Encerro a primeira parte deste artigo relatando que esse debate entre crescimento versus inflação manteve-se bem viva no Brasil dos anos Juscelino Kubistchek (segunda metade da década de 1950). Naquela época, a luta ideológica distinguia os ortodoxos, defensores do rígido controle fiscal, dos heterodoxos, que toleravam uma certa inflação em nome de algo maior: induzir o desenvolvimento. Naquela época, a heterodoxia venceu o debate, fato que possibilitou ao governo JK construir grandes obras, pelo país, como Brasília, a capital federal, e a rodovia BR-153, que integrava o norte do país às regiões mais dinâmicas do Brasil.

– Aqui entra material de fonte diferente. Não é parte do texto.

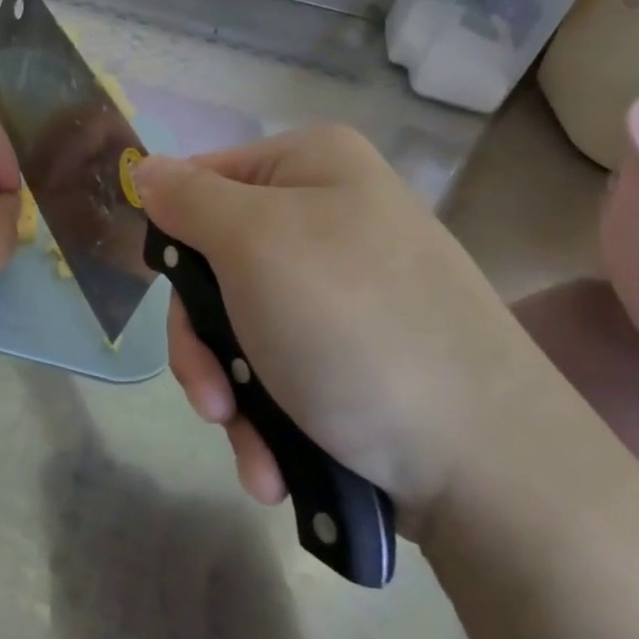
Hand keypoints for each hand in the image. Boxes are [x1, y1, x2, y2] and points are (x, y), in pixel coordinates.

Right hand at [133, 125, 548, 532]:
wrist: (493, 472)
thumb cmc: (353, 329)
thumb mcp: (252, 245)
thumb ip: (187, 199)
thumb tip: (145, 168)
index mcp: (313, 166)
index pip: (199, 181)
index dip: (174, 240)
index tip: (171, 296)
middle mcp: (332, 216)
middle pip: (214, 264)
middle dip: (201, 341)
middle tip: (211, 398)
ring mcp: (346, 289)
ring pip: (239, 325)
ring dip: (228, 390)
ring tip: (250, 447)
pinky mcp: (356, 352)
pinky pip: (279, 365)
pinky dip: (265, 415)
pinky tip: (273, 462)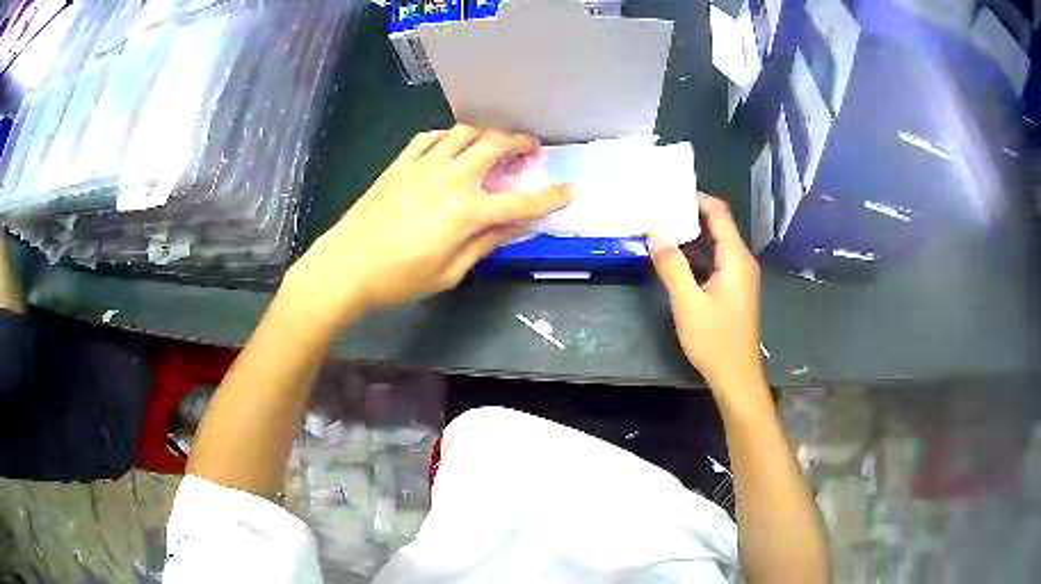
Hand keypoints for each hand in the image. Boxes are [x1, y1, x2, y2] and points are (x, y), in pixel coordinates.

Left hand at [284, 125, 571, 327]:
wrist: (346, 265)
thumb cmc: (399, 279)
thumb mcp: (450, 272)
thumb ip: (486, 244)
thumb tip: (517, 227)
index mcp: (466, 212)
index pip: (521, 201)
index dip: (551, 197)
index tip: (573, 190)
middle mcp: (450, 178)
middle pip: (495, 145)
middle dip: (521, 142)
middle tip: (531, 149)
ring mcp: (423, 165)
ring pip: (465, 132)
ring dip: (487, 133)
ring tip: (494, 143)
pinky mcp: (401, 162)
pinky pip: (431, 136)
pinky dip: (449, 136)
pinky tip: (452, 146)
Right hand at [650, 194, 763, 397]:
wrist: (736, 376)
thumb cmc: (715, 340)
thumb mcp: (688, 303)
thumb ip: (672, 267)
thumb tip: (655, 235)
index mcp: (735, 258)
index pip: (719, 213)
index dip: (697, 198)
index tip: (669, 192)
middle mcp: (742, 261)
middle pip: (718, 226)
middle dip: (689, 215)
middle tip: (657, 209)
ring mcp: (740, 276)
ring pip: (716, 244)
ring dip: (691, 236)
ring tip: (660, 229)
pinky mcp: (734, 289)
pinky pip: (716, 261)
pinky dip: (697, 255)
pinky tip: (675, 259)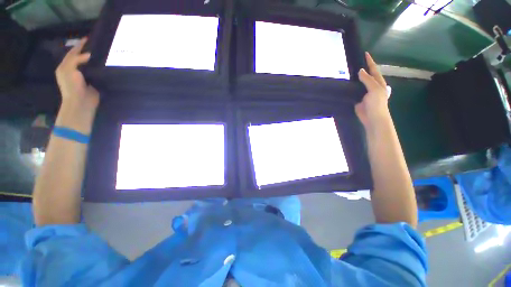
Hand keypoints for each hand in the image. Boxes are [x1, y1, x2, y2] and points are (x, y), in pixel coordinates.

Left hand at [55, 37, 98, 112]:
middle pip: (81, 57)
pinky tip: (106, 64)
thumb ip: (76, 60)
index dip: (79, 45)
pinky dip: (100, 68)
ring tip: (103, 53)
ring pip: (89, 64)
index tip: (88, 39)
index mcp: (66, 66)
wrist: (81, 102)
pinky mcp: (93, 82)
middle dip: (87, 51)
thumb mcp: (68, 70)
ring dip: (95, 59)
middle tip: (97, 45)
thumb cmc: (71, 86)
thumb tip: (89, 54)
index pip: (73, 53)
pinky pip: (97, 72)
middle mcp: (74, 70)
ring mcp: (84, 76)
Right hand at [355, 52, 390, 128]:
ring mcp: (364, 93)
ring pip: (359, 83)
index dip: (370, 62)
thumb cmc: (377, 103)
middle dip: (363, 68)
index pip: (374, 69)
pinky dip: (351, 87)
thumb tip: (360, 71)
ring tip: (349, 72)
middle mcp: (372, 86)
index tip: (365, 53)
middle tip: (355, 62)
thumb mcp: (374, 89)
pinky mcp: (358, 99)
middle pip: (367, 75)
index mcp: (379, 83)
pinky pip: (354, 91)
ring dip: (355, 78)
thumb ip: (367, 80)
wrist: (372, 117)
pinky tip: (346, 84)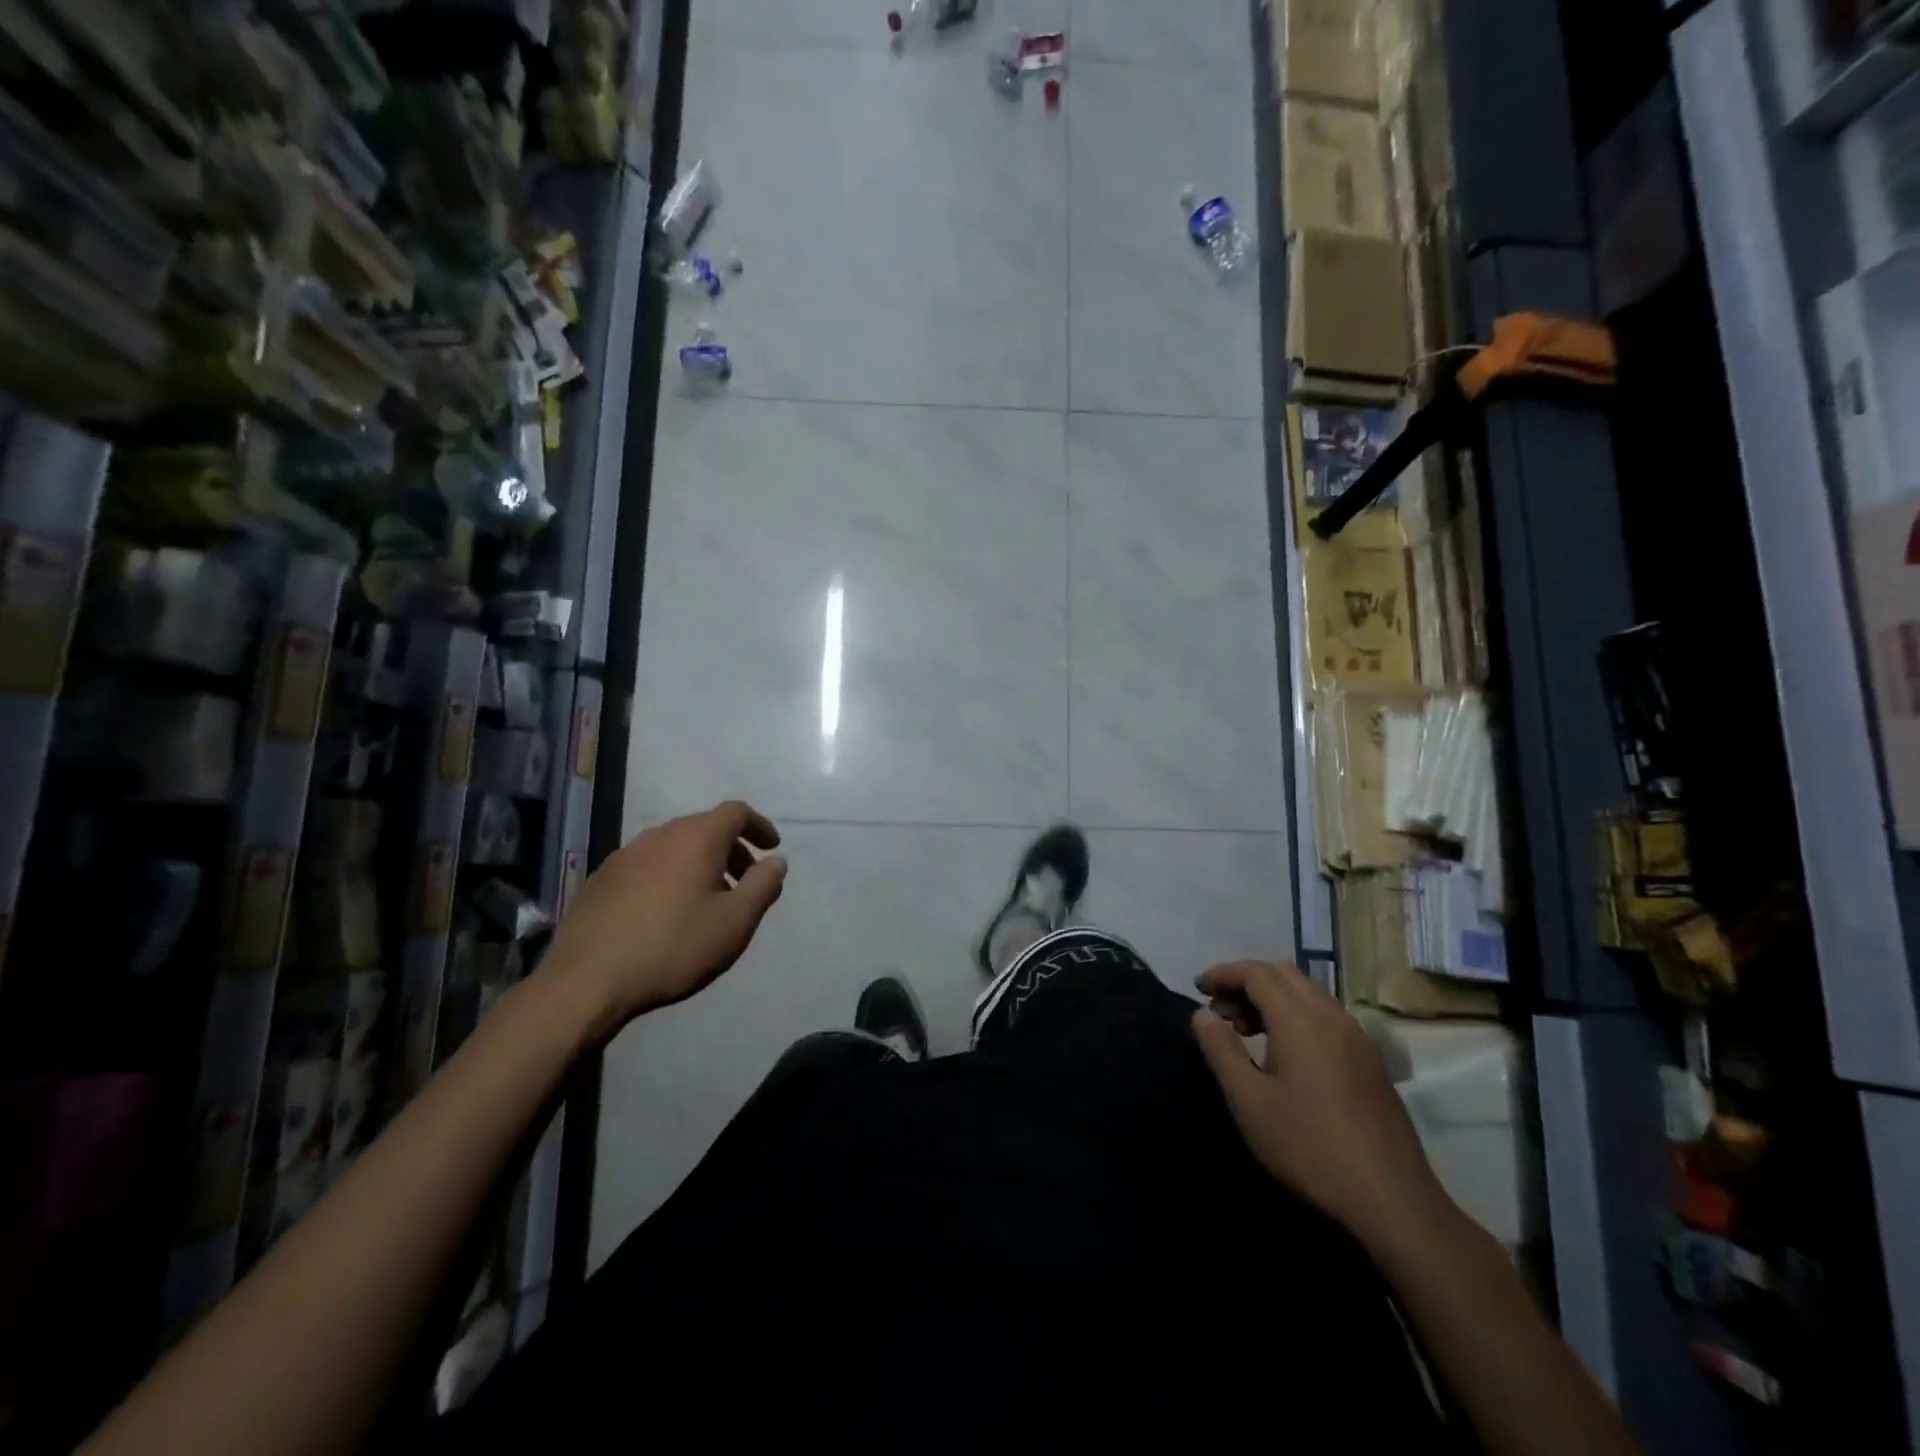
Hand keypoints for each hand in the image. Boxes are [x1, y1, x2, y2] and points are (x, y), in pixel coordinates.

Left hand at [538, 801, 786, 1041]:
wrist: (586, 982)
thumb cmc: (674, 947)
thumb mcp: (735, 922)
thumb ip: (763, 886)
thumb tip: (776, 861)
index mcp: (696, 838)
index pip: (736, 812)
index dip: (759, 826)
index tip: (771, 848)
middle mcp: (660, 836)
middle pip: (704, 828)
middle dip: (730, 849)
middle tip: (743, 882)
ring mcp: (624, 855)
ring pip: (674, 847)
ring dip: (698, 864)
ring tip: (706, 901)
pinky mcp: (600, 880)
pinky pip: (647, 866)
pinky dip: (668, 877)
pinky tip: (665, 914)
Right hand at [1190, 960, 1447, 1254]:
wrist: (1392, 1201)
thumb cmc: (1309, 1147)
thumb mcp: (1249, 1101)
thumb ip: (1221, 1050)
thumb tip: (1203, 1014)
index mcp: (1300, 1020)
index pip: (1257, 972)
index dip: (1224, 973)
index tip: (1199, 989)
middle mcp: (1332, 1016)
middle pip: (1284, 974)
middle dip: (1247, 982)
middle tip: (1221, 1012)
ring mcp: (1357, 1038)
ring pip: (1307, 994)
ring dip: (1272, 999)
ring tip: (1246, 1032)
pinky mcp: (1370, 1061)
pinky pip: (1325, 1016)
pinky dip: (1295, 1016)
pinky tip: (1284, 1054)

Resta a nós sabermos quem ganhará, politicamente, a questão. Quanto a Roubini, hoje, ele encontra- se em outra numa posição diferenciada daquela que o notabilizou ao prever o estouro da bolha imobiliária em 2007.O fato é que o doutor “Mandraque” não pode jamais deixar de ser levado a sério. Ele sabe o que fala.

Salatiel Soares Correia é engenheiro, bacharel em administração de empresas, mestre em energia pela Unicamp, autor de oito livros relacionados aos seguintes temas: energia, economia, política e desenvolvimento regional. É colaborador do Jornal Opção.